The task calls for each record to be given again exactly.

[Collected data entries]

- - -

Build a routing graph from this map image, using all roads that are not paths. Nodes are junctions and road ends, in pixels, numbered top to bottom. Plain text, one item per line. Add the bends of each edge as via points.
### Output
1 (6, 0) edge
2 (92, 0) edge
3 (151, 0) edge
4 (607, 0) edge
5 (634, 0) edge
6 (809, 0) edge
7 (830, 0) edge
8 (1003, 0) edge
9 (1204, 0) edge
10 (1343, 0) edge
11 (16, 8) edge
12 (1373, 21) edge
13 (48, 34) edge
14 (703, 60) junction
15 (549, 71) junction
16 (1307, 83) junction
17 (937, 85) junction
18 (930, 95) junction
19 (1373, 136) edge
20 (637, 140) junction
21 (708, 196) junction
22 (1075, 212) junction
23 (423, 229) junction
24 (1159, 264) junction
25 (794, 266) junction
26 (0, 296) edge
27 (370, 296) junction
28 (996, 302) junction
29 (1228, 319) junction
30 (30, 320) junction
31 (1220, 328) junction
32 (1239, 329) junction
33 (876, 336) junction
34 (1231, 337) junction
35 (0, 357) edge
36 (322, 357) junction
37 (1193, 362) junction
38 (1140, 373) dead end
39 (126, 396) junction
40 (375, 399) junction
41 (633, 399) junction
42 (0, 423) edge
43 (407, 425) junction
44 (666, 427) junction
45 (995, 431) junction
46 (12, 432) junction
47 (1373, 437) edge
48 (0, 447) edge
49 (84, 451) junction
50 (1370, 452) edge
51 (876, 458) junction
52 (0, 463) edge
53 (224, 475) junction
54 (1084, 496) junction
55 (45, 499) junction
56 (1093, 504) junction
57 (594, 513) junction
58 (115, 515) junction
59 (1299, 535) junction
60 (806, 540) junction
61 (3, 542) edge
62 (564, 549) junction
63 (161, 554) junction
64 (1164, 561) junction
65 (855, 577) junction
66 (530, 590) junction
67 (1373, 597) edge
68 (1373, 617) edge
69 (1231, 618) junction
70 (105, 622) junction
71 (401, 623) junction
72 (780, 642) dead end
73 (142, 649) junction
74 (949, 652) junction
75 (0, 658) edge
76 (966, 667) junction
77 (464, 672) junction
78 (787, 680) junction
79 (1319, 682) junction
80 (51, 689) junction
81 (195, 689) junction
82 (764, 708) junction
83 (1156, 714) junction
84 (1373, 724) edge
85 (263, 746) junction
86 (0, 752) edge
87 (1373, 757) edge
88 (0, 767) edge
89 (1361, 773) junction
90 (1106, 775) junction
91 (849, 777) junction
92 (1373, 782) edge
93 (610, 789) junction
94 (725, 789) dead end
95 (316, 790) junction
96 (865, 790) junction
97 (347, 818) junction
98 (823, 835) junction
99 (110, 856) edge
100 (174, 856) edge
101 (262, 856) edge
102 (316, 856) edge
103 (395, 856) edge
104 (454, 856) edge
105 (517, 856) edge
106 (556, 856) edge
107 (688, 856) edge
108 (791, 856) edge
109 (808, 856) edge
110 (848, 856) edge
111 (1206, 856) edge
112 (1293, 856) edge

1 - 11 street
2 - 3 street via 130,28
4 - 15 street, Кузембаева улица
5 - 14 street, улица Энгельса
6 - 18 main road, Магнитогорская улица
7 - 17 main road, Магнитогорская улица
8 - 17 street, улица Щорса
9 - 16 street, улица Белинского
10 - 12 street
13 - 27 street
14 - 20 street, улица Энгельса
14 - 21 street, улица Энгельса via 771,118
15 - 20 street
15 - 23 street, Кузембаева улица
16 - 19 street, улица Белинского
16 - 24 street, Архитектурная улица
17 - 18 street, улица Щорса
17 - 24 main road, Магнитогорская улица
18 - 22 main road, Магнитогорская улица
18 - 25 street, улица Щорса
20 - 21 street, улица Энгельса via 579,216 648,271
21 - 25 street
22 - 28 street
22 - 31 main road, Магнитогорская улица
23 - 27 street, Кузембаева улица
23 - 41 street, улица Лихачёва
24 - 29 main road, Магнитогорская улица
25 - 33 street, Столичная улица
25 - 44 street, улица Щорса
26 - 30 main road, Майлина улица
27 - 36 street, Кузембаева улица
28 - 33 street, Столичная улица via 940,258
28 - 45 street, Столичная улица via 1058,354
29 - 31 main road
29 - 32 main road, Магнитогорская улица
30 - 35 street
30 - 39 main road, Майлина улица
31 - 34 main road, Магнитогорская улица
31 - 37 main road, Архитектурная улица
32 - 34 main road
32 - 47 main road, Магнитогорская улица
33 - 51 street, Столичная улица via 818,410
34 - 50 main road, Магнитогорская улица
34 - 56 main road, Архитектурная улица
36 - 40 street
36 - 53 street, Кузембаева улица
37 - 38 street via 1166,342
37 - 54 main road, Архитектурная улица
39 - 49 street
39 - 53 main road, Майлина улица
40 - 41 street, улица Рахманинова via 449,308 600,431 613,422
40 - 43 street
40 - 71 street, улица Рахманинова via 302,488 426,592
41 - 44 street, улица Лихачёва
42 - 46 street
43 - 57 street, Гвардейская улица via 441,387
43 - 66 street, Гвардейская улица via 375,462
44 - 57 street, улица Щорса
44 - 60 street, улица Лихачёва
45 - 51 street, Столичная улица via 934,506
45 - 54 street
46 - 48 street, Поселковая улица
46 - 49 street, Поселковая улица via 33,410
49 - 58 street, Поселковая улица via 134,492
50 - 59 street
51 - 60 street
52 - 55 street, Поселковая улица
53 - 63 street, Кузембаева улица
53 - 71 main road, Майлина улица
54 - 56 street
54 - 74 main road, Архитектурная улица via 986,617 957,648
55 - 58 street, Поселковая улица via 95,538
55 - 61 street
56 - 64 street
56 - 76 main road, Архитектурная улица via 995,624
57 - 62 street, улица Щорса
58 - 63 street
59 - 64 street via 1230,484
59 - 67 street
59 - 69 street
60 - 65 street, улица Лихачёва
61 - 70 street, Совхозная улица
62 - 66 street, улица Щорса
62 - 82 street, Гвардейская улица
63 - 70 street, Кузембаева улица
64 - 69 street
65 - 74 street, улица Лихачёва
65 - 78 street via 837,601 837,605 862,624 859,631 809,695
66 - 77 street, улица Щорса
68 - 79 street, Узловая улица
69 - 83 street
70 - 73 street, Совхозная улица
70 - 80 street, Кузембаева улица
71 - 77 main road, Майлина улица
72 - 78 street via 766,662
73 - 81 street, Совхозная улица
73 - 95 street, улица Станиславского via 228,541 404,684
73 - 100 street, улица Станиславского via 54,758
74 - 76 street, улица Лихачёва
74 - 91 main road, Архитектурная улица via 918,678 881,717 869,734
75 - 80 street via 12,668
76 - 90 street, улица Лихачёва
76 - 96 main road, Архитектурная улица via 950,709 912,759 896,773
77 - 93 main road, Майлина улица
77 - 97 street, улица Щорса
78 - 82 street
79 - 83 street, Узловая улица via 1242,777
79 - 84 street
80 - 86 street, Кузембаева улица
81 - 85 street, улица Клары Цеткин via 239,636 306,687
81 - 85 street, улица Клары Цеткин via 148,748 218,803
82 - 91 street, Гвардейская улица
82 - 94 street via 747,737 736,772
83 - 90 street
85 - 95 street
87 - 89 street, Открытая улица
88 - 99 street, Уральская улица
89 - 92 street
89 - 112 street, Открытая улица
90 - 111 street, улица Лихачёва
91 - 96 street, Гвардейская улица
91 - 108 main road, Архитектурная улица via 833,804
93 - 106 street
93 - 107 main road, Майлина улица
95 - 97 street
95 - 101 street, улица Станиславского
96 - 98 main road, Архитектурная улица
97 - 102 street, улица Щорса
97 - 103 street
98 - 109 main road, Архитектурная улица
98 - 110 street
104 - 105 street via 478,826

- - -

# [WRITTEN RESPONSE]
Build a routing graph from this map image, using all roads that are not paths. Nodes are junctions and road ends, in pixels, numbered top to bottom. Plain text, one item per line. Add the bends of each edge as via points.
### Output
1 (6, 0) edge
2 (92, 0) edge
3 (151, 0) edge
4 (607, 0) edge
5 (634, 0) edge
6 (809, 0) edge
7 (830, 0) edge
8 (1003, 0) edge
9 (1204, 0) edge
10 (1343, 0) edge
11 (16, 8) edge
12 (1373, 21) edge
13 (48, 34) edge
14 (703, 60) junction
15 (549, 71) junction
16 (1307, 83) junction
17 (937, 85) junction
18 (930, 95) junction
19 (1373, 136) edge
20 (637, 140) junction
21 (708, 196) junction
22 (1075, 212) junction
23 (423, 229) junction
24 (1159, 264) junction
25 (794, 266) junction
26 (0, 296) edge
27 (370, 296) junction
28 (996, 302) junction
29 (1228, 319) junction
30 (30, 320) junction
31 (1220, 328) junction
32 (1239, 329) junction
33 (876, 336) junction
34 (1231, 337) junction
35 (0, 357) edge
36 (322, 357) junction
37 (1193, 362) junction
38 (1140, 373) dead end
39 (126, 396) junction
40 (375, 399) junction
41 (633, 399) junction
42 (0, 423) edge
43 (407, 425) junction
44 (666, 427) junction
45 (995, 431) junction
46 (12, 432) junction
47 (1373, 437) edge
48 (0, 447) edge
49 (84, 451) junction
50 (1370, 452) edge
51 (876, 458) junction
52 (0, 463) edge
53 (224, 475) junction
54 (1084, 496) junction
55 (45, 499) junction
56 (1093, 504) junction
57 (594, 513) junction
58 (115, 515) junction
59 (1299, 535) junction
60 (806, 540) junction
61 (3, 542) edge
62 (564, 549) junction
63 (161, 554) junction
64 (1164, 561) junction
65 (855, 577) junction
66 (530, 590) junction
67 (1373, 597) edge
68 (1373, 617) edge
69 (1231, 618) junction
70 (105, 622) junction
71 (401, 623) junction
72 (780, 642) dead end
73 (142, 649) junction
74 (949, 652) junction
75 (0, 658) edge
76 (966, 667) junction
77 (464, 672) junction
78 (787, 680) junction
79 (1319, 682) junction
80 (51, 689) junction
81 (195, 689) junction
82 (764, 708) junction
83 (1156, 714) junction
84 (1373, 724) edge
85 (263, 746) junction
86 (0, 752) edge
87 (1373, 757) edge
88 (0, 767) edge
89 (1361, 773) junction
90 (1106, 775) junction
91 (849, 777) junction
92 (1373, 782) edge
93 (610, 789) junction
94 (725, 789) dead end
95 (316, 790) junction
96 (865, 790) junction
97 (347, 818) junction
98 (823, 835) junction
99 (110, 856) edge
100 (174, 856) edge
101 (262, 856) edge
102 (316, 856) edge
103 (395, 856) edge
104 (454, 856) edge
105 (517, 856) edge
106 (556, 856) edge
107 (688, 856) edge
108 (791, 856) edge
109 (808, 856) edge
110 (848, 856) edge
111 (1206, 856) edge
112 (1293, 856) edge

1 - 11 street
2 - 3 street via 130,28
4 - 15 street, Кузембаева улица
5 - 14 street, улица Энгельса
6 - 18 main road, Магнитогорская улица
7 - 17 main road, Магнитогорская улица
8 - 17 street, улица Щорса
9 - 16 street, улица Белинского
10 - 12 street
13 - 27 street
14 - 20 street, улица Энгельса
14 - 21 street, улица Энгельса via 771,118
15 - 20 street
15 - 23 street, Кузембаева улица
16 - 19 street, улица Белинского
16 - 24 street, Архитектурная улица
17 - 18 street, улица Щорса
17 - 24 main road, Магнитогорская улица
18 - 22 main road, Магнитогорская улица
18 - 25 street, улица Щорса
20 - 21 street, улица Энгельса via 579,216 648,271
21 - 25 street
22 - 28 street
22 - 31 main road, Магнитогорская улица
23 - 27 street, Кузембаева улица
23 - 41 street, улица Лихачёва
24 - 29 main road, Магнитогорская улица
25 - 33 street, Столичная улица
25 - 44 street, улица Щорса
26 - 30 main road, Майлина улица
27 - 36 street, Кузембаева улица
28 - 33 street, Столичная улица via 940,258
28 - 45 street, Столичная улица via 1058,354
29 - 31 main road
29 - 32 main road, Магнитогорская улица
30 - 35 street
30 - 39 main road, Майлина улица
31 - 34 main road, Магнитогорская улица
31 - 37 main road, Архитектурная улица
32 - 34 main road
32 - 47 main road, Магнитогорская улица
33 - 51 street, Столичная улица via 818,410
34 - 50 main road, Магнитогорская улица
34 - 56 main road, Архитектурная улица
36 - 40 street
36 - 53 street, Кузембаева улица
37 - 38 street via 1166,342
37 - 54 main road, Архитектурная улица
39 - 49 street
39 - 53 main road, Майлина улица
40 - 41 street, улица Рахманинова via 449,308 600,431 613,422
40 - 43 street
40 - 71 street, улица Рахманинова via 302,488 426,592
41 - 44 street, улица Лихачёва
42 - 46 street
43 - 57 street, Гвардейская улица via 441,387
43 - 66 street, Гвардейская улица via 375,462
44 - 57 street, улица Щорса
44 - 60 street, улица Лихачёва
45 - 51 street, Столичная улица via 934,506
45 - 54 street
46 - 48 street, Поселковая улица
46 - 49 street, Поселковая улица via 33,410
49 - 58 street, Поселковая улица via 134,492
50 - 59 street
51 - 60 street
52 - 55 street, Поселковая улица
53 - 63 street, Кузембаева улица
53 - 71 main road, Майлина улица
54 - 56 street
54 - 74 main road, Архитектурная улица via 986,617 957,648
55 - 58 street, Поселковая улица via 95,538
55 - 61 street
56 - 64 street
56 - 76 main road, Архитектурная улица via 995,624
57 - 62 street, улица Щорса
58 - 63 street
59 - 64 street via 1230,484
59 - 67 street
59 - 69 street
60 - 65 street, улица Лихачёва
61 - 70 street, Совхозная улица
62 - 66 street, улица Щорса
62 - 82 street, Гвардейская улица
63 - 70 street, Кузембаева улица
64 - 69 street
65 - 74 street, улица Лихачёва
65 - 78 street via 837,601 837,605 862,624 859,631 809,695
66 - 77 street, улица Щорса
68 - 79 street, Узловая улица
69 - 83 street
70 - 73 street, Совхозная улица
70 - 80 street, Кузембаева улица
71 - 77 main road, Майлина улица
72 - 78 street via 766,662
73 - 81 street, Совхозная улица
73 - 95 street, улица Станиславского via 228,541 404,684
73 - 100 street, улица Станиславского via 54,758
74 - 76 street, улица Лихачёва
74 - 91 main road, Архитектурная улица via 918,678 881,717 869,734
75 - 80 street via 12,668
76 - 90 street, улица Лихачёва
76 - 96 main road, Архитектурная улица via 950,709 912,759 896,773
77 - 93 main road, Майлина улица
77 - 97 street, улица Щорса
78 - 82 street
79 - 83 street, Узловая улица via 1242,777
79 - 84 street
80 - 86 street, Кузембаева улица
81 - 85 street, улица Клары Цеткин via 239,636 306,687
81 - 85 street, улица Клары Цеткин via 148,748 218,803
82 - 91 street, Гвардейская улица
82 - 94 street via 747,737 736,772
83 - 90 street
85 - 95 street
87 - 89 street, Открытая улица
88 - 99 street, Уральская улица
89 - 92 street
89 - 112 street, Открытая улица
90 - 111 street, улица Лихачёва
91 - 96 street, Гвардейская улица
91 - 108 main road, Архитектурная улица via 833,804
93 - 106 street
93 - 107 main road, Майлина улица
95 - 97 street
95 - 101 street, улица Станиславского
96 - 98 main road, Архитектурная улица
97 - 102 street, улица Щорса
97 - 103 street
98 - 109 main road, Архитектурная улица
98 - 110 street
104 - 105 street via 478,826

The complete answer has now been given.